But it does become  very useful KPI for reders of reports as soon as 
they compare different products with for their purpose appropriate 
security/performance features set for their particular use-case. 

I actually ran through similar vetting with routers and customers. They
effectively where looking for Capex (equipment cost, space cost),
Opex (power consumption), vs. performance for a particular feature set.

> A firewall with fewer security functions is not better because it
> takes less power per Gigabit than a strong firewall. Balancing these KPIs
> with power usage is a difficult and sensitive task that requires a lot of
> compromises and industry consensus.

I am trying to parse what you say but have difficulties. Are you
afraid that people in the industry would fear that captiuring the power
consumption number during the steady state run of their devices would
aggravate people in the industry because they fear the power consumption
numbers would make their devices look bad and therefore you would prefer
for BMWG to not ask for taking such power measurement numbers ?

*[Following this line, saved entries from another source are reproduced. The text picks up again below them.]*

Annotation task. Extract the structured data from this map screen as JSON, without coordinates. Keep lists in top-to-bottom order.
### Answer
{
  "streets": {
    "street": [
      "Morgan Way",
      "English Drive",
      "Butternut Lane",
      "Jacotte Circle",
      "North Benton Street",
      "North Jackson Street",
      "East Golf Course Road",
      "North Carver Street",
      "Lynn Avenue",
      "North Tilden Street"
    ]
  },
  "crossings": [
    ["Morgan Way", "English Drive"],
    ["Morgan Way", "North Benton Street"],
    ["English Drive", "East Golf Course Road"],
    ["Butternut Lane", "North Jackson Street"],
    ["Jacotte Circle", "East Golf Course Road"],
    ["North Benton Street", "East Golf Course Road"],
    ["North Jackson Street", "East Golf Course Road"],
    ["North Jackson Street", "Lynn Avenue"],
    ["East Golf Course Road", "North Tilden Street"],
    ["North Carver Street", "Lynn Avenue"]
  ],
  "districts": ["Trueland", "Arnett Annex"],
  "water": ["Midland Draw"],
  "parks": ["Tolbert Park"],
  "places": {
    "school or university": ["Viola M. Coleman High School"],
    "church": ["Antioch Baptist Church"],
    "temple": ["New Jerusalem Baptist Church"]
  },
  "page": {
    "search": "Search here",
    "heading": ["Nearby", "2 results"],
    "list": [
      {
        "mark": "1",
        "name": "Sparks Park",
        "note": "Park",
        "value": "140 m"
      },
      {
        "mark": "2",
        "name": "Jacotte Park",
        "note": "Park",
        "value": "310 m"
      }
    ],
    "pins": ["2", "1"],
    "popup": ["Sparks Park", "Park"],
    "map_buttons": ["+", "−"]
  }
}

IMHO, A simple power consumption measurement taken the way i suggest to
(for the 10% and max-performance measurement points) is IMHO a very 
useful start, because it can help to motivate vendors within their
existing designs to optimize. For example CPU based NGFW would have more
of an incentive to go beyond simple PMD (Poll Mode Driver) for their
CPU forwarding plane (which is the worst CPU burner), and enabling
 of low-power mode dynamically anywere where the HW supports it when
only low performance is required. A lot of firewalls at the edge of the internet have
a lot of time where only low-performance is needed, but they need to
be bought for peak performance (such as most enterprise offices outside office
hours).

> I sincerely hope that the IETF
> recognizes the unparalleled importance of energy-efficient standardization
> and provides guidance to all areas and WGs; then the BMWG and NGFW
> benchmarks could well be expanded in future work.

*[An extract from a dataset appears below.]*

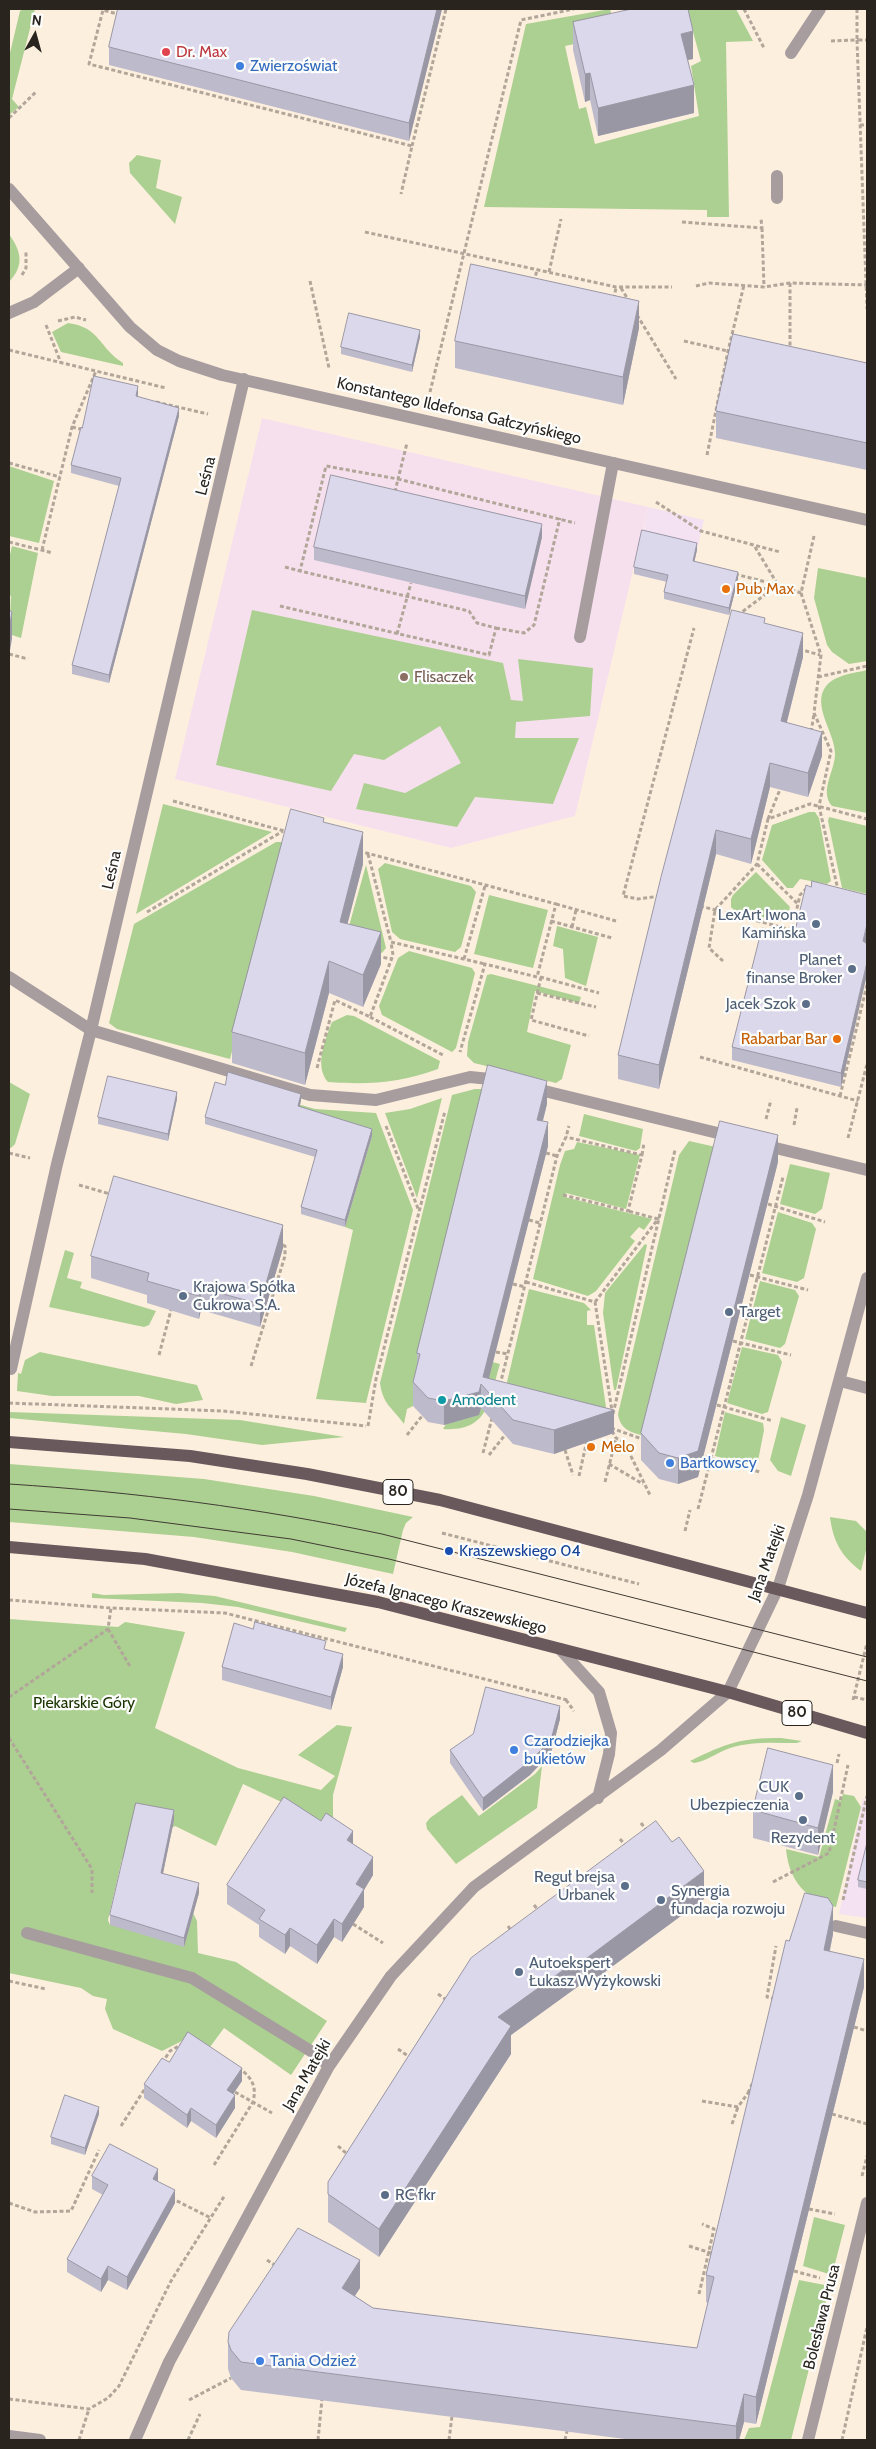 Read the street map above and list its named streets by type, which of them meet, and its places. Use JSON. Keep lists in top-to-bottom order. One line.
{"streets":{"main road":["80","Józefa Ignacego Kraszewskiego"],"street":["Konstantego Ildefonsa Gałczyńskiego","Leśna","Jana Matejki","Bolesława Prusa"]},"crossings":[["Konstantego Ildefonsa Gałczyńskiego","Leśna"],["80","Jana Matejki"],["Jana Matejki","Józefa Ignacego Kraszewskiego"]],"parks":["Piekarskie Góry"],"places":["Dr. Max","Zwierzoświat","Pub Max","Flisaczek","LexArt Iwona Kamińska","Planet finanse Broker","Jacek Szok","Rabarbar Bar","Krajowa Spółka Cukrowa S.A.","Target","Amodent","Melo","Bartkowscy","Kraszewskiego 04","Czarodziejka bukietów","CUK Ubezpieczenia","Rezydent","Reguł brejsa Urbanek","Synergia fundacja rozwoju","Autoekspert Łukasz Wyżykowski","RC fkr","Tania Odzież"],"north":"top"}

I don't think we are setting a good example by simply pushing off the
task instead of taking care of low hanging fruits when they offer themselves,
like i think they do in this case.

> The *test setups* (Figure 2) are to be used as specified:
> 
>  * The goal of this benchmarking draft is to enable reproducible
>    results in controlled, minimum lab setups.  Of course we could
>    complicate it with mixing trusted and untrusted zones, adding more
>    security zones, etc.  Within the four years of development, the
>    group concluded that adding such complexity would not improve the
>    reproducibility and readibility of results.  "actual deployments"
>    and "typical deployments" relate to the "parameters and security
>    features" (line 258) - not to the network topology setup. 
>    Reproducibility is gained by adequate documentation of the
>    parameters and security features (see section 6 of the draft as
>    well) - not by nailing down specific configurations.  The NGFWs are
>    too diverse to aim for such a goal.

Agreed. But i just came to that realization after going through the whole
document and also not bing able to come up with a lot broader testing without
a lot more complexity. 

I think a sentence like the following would be good explanation for the
text: "The DUT test topology and test traffic flows do not aim
to exercise the variety of real-world traffic flow and security zones
often attached to an NGIPS/NGFW, but to represent the most simple topology
in which the performance of traffic flows through the DUT can be measured.".

>  * Of course, measurements with different sets of parameters will yield
>    different results (your comment on line 380).  Detailed reporting
>    (section 6) will allow readers to interpret results correctly.  One
>    potential use of this draft is to establish an external
>    certification program ("NetSecOPEN" initiative).  For such a
>    program, parameter sets need to be defined in more detail.  But the
>    consensus among authors and the WG was that the draft shall not be
>    limited to very specific certification setups.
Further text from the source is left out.